--- DATA FOR REVIEW Enclosed Below ---
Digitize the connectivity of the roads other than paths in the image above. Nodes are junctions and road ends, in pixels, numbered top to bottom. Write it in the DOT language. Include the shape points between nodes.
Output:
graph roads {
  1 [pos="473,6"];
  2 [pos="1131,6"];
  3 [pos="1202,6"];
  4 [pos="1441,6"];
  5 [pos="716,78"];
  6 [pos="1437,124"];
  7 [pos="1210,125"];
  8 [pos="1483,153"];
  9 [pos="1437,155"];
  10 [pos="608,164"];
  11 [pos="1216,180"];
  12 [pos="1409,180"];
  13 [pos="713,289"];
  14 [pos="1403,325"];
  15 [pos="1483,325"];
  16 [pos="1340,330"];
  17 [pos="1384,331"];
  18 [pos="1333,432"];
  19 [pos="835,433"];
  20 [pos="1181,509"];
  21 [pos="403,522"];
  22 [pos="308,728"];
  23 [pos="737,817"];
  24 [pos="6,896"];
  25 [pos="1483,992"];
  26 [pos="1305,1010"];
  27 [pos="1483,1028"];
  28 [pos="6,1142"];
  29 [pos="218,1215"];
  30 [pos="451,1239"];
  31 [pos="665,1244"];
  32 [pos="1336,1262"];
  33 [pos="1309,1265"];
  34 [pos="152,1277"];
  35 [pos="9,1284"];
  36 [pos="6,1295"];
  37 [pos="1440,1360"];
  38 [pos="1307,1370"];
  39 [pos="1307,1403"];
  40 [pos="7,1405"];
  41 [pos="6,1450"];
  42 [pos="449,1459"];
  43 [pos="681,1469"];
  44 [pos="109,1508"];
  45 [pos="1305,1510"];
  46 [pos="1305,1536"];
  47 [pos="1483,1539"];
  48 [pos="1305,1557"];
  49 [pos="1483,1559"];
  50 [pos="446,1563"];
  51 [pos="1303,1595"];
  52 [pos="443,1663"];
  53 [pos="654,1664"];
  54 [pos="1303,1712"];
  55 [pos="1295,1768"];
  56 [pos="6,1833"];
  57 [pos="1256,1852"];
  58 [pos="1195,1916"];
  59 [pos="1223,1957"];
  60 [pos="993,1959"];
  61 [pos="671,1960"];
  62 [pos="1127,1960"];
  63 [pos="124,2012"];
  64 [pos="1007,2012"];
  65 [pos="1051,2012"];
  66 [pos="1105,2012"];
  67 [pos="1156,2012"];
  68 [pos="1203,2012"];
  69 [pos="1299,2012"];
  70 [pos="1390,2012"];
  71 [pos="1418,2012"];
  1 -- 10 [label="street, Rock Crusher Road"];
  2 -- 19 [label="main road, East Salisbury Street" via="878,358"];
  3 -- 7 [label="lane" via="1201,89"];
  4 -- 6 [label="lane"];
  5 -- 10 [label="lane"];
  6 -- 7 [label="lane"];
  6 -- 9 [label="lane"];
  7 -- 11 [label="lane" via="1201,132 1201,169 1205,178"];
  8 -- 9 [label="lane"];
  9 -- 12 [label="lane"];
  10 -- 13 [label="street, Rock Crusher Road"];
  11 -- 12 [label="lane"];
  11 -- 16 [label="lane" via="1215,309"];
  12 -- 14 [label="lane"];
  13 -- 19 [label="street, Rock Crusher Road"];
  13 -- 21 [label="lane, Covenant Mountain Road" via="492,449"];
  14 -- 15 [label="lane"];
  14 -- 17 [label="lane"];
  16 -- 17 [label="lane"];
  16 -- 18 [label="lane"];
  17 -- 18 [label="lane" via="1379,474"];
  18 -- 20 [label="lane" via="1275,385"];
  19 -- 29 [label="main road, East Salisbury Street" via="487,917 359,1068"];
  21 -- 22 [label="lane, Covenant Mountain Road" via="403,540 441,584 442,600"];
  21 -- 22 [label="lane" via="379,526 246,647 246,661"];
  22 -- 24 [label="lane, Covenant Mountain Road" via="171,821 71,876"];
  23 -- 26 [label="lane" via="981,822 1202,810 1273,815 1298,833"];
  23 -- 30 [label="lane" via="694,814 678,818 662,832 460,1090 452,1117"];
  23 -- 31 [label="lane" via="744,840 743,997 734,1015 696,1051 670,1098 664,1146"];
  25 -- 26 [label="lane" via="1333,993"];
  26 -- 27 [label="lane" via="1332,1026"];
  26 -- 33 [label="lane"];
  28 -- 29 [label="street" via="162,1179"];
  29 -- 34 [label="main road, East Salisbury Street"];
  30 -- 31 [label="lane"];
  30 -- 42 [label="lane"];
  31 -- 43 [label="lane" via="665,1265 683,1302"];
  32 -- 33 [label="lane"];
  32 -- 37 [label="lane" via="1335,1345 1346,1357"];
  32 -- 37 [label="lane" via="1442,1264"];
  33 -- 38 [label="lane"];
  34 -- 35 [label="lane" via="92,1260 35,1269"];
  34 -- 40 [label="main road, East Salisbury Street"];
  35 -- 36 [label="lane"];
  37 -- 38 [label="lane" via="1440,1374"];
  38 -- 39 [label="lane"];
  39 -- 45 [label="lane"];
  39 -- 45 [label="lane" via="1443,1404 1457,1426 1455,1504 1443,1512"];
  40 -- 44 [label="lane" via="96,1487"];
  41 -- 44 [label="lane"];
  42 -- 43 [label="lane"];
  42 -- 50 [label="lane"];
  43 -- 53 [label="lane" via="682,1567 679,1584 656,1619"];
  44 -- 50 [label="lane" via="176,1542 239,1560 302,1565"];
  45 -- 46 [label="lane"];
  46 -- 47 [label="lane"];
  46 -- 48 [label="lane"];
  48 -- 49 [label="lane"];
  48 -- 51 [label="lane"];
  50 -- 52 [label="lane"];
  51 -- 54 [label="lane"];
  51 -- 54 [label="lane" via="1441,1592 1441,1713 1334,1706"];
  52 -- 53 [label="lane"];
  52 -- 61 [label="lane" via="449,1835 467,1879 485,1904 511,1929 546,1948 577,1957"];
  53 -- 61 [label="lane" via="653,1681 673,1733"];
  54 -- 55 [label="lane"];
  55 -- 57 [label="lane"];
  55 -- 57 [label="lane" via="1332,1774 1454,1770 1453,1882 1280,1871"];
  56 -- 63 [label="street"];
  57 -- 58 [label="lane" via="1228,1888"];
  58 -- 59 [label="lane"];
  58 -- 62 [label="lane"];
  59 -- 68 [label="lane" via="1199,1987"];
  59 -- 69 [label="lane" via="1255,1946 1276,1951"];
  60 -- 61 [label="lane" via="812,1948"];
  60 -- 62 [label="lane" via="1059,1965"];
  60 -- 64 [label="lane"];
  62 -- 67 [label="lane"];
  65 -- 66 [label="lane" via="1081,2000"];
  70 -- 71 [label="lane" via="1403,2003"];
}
--- End of Enclosed DATA FOR REVIEW ---
Transcribe each entry verbatim, leaving none out.

**SOLUTION TO THIS EXERCISE**
Digitize the connectivity of the roads other than paths in the image above. Nodes are junctions and road ends, in pixels, numbered top to bottom. Write it in the DOT language. Include the shape points between nodes.
Output:
graph roads {
  1 [pos="473,6"];
  2 [pos="1131,6"];
  3 [pos="1202,6"];
  4 [pos="1441,6"];
  5 [pos="716,78"];
  6 [pos="1437,124"];
  7 [pos="1210,125"];
  8 [pos="1483,153"];
  9 [pos="1437,155"];
  10 [pos="608,164"];
  11 [pos="1216,180"];
  12 [pos="1409,180"];
  13 [pos="713,289"];
  14 [pos="1403,325"];
  15 [pos="1483,325"];
  16 [pos="1340,330"];
  17 [pos="1384,331"];
  18 [pos="1333,432"];
  19 [pos="835,433"];
  20 [pos="1181,509"];
  21 [pos="403,522"];
  22 [pos="308,728"];
  23 [pos="737,817"];
  24 [pos="6,896"];
  25 [pos="1483,992"];
  26 [pos="1305,1010"];
  27 [pos="1483,1028"];
  28 [pos="6,1142"];
  29 [pos="218,1215"];
  30 [pos="451,1239"];
  31 [pos="665,1244"];
  32 [pos="1336,1262"];
  33 [pos="1309,1265"];
  34 [pos="152,1277"];
  35 [pos="9,1284"];
  36 [pos="6,1295"];
  37 [pos="1440,1360"];
  38 [pos="1307,1370"];
  39 [pos="1307,1403"];
  40 [pos="7,1405"];
  41 [pos="6,1450"];
  42 [pos="449,1459"];
  43 [pos="681,1469"];
  44 [pos="109,1508"];
  45 [pos="1305,1510"];
  46 [pos="1305,1536"];
  47 [pos="1483,1539"];
  48 [pos="1305,1557"];
  49 [pos="1483,1559"];
  50 [pos="446,1563"];
  51 [pos="1303,1595"];
  52 [pos="443,1663"];
  53 [pos="654,1664"];
  54 [pos="1303,1712"];
  55 [pos="1295,1768"];
  56 [pos="6,1833"];
  57 [pos="1256,1852"];
  58 [pos="1195,1916"];
  59 [pos="1223,1957"];
  60 [pos="993,1959"];
  61 [pos="671,1960"];
  62 [pos="1127,1960"];
  63 [pos="124,2012"];
  64 [pos="1007,2012"];
  65 [pos="1051,2012"];
  66 [pos="1105,2012"];
  67 [pos="1156,2012"];
  68 [pos="1203,2012"];
  69 [pos="1299,2012"];
  70 [pos="1390,2012"];
  71 [pos="1418,2012"];
  1 -- 10 [label="street, Rock Crusher Road"];
  2 -- 19 [label="main road, East Salisbury Street" via="878,358"];
  3 -- 7 [label="lane" via="1201,89"];
  4 -- 6 [label="lane"];
  5 -- 10 [label="lane"];
  6 -- 7 [label="lane"];
  6 -- 9 [label="lane"];
  7 -- 11 [label="lane" via="1201,132 1201,169 1205,178"];
  8 -- 9 [label="lane"];
  9 -- 12 [label="lane"];
  10 -- 13 [label="street, Rock Crusher Road"];
  11 -- 12 [label="lane"];
  11 -- 16 [label="lane" via="1215,309"];
  12 -- 14 [label="lane"];
  13 -- 19 [label="street, Rock Crusher Road"];
  13 -- 21 [label="lane, Covenant Mountain Road" via="492,449"];
  14 -- 15 [label="lane"];
  14 -- 17 [label="lane"];
  16 -- 17 [label="lane"];
  16 -- 18 [label="lane"];
  17 -- 18 [label="lane" via="1379,474"];
  18 -- 20 [label="lane" via="1275,385"];
  19 -- 29 [label="main road, East Salisbury Street" via="487,917 359,1068"];
  21 -- 22 [label="lane, Covenant Mountain Road" via="403,540 441,584 442,600"];
  21 -- 22 [label="lane" via="379,526 246,647 246,661"];
  22 -- 24 [label="lane, Covenant Mountain Road" via="171,821 71,876"];
  23 -- 26 [label="lane" via="981,822 1202,810 1273,815 1298,833"];
  23 -- 30 [label="lane" via="694,814 678,818 662,832 460,1090 452,1117"];
  23 -- 31 [label="lane" via="744,840 743,997 734,1015 696,1051 670,1098 664,1146"];
  25 -- 26 [label="lane" via="1333,993"];
  26 -- 27 [label="lane" via="1332,1026"];
  26 -- 33 [label="lane"];
  28 -- 29 [label="street" via="162,1179"];
  29 -- 34 [label="main road, East Salisbury Street"];
  30 -- 31 [label="lane"];
  30 -- 42 [label="lane"];
  31 -- 43 [label="lane" via="665,1265 683,1302"];
  32 -- 33 [label="lane"];
  32 -- 37 [label="lane" via="1335,1345 1346,1357"];
  32 -- 37 [label="lane" via="1442,1264"];
  33 -- 38 [label="lane"];
  34 -- 35 [label="lane" via="92,1260 35,1269"];
  34 -- 40 [label="main road, East Salisbury Street"];
  35 -- 36 [label="lane"];
  37 -- 38 [label="lane" via="1440,1374"];
  38 -- 39 [label="lane"];
  39 -- 45 [label="lane"];
  39 -- 45 [label="lane" via="1443,1404 1457,1426 1455,1504 1443,1512"];
  40 -- 44 [label="lane" via="96,1487"];
  41 -- 44 [label="lane"];
  42 -- 43 [label="lane"];
  42 -- 50 [label="lane"];
  43 -- 53 [label="lane" via="682,1567 679,1584 656,1619"];
  44 -- 50 [label="lane" via="176,1542 239,1560 302,1565"];
  45 -- 46 [label="lane"];
  46 -- 47 [label="lane"];
  46 -- 48 [label="lane"];
  48 -- 49 [label="lane"];
  48 -- 51 [label="lane"];
  50 -- 52 [label="lane"];
  51 -- 54 [label="lane"];
  51 -- 54 [label="lane" via="1441,1592 1441,1713 1334,1706"];
  52 -- 53 [label="lane"];
  52 -- 61 [label="lane" via="449,1835 467,1879 485,1904 511,1929 546,1948 577,1957"];
  53 -- 61 [label="lane" via="653,1681 673,1733"];
  54 -- 55 [label="lane"];
  55 -- 57 [label="lane"];
  55 -- 57 [label="lane" via="1332,1774 1454,1770 1453,1882 1280,1871"];
  56 -- 63 [label="street"];
  57 -- 58 [label="lane" via="1228,1888"];
  58 -- 59 [label="lane"];
  58 -- 62 [label="lane"];
  59 -- 68 [label="lane" via="1199,1987"];
  59 -- 69 [label="lane" via="1255,1946 1276,1951"];
  60 -- 61 [label="lane" via="812,1948"];
  60 -- 62 [label="lane" via="1059,1965"];
  60 -- 64 [label="lane"];
  62 -- 67 [label="lane"];
  65 -- 66 [label="lane" via="1081,2000"];
  70 -- 71 [label="lane" via="1403,2003"];
}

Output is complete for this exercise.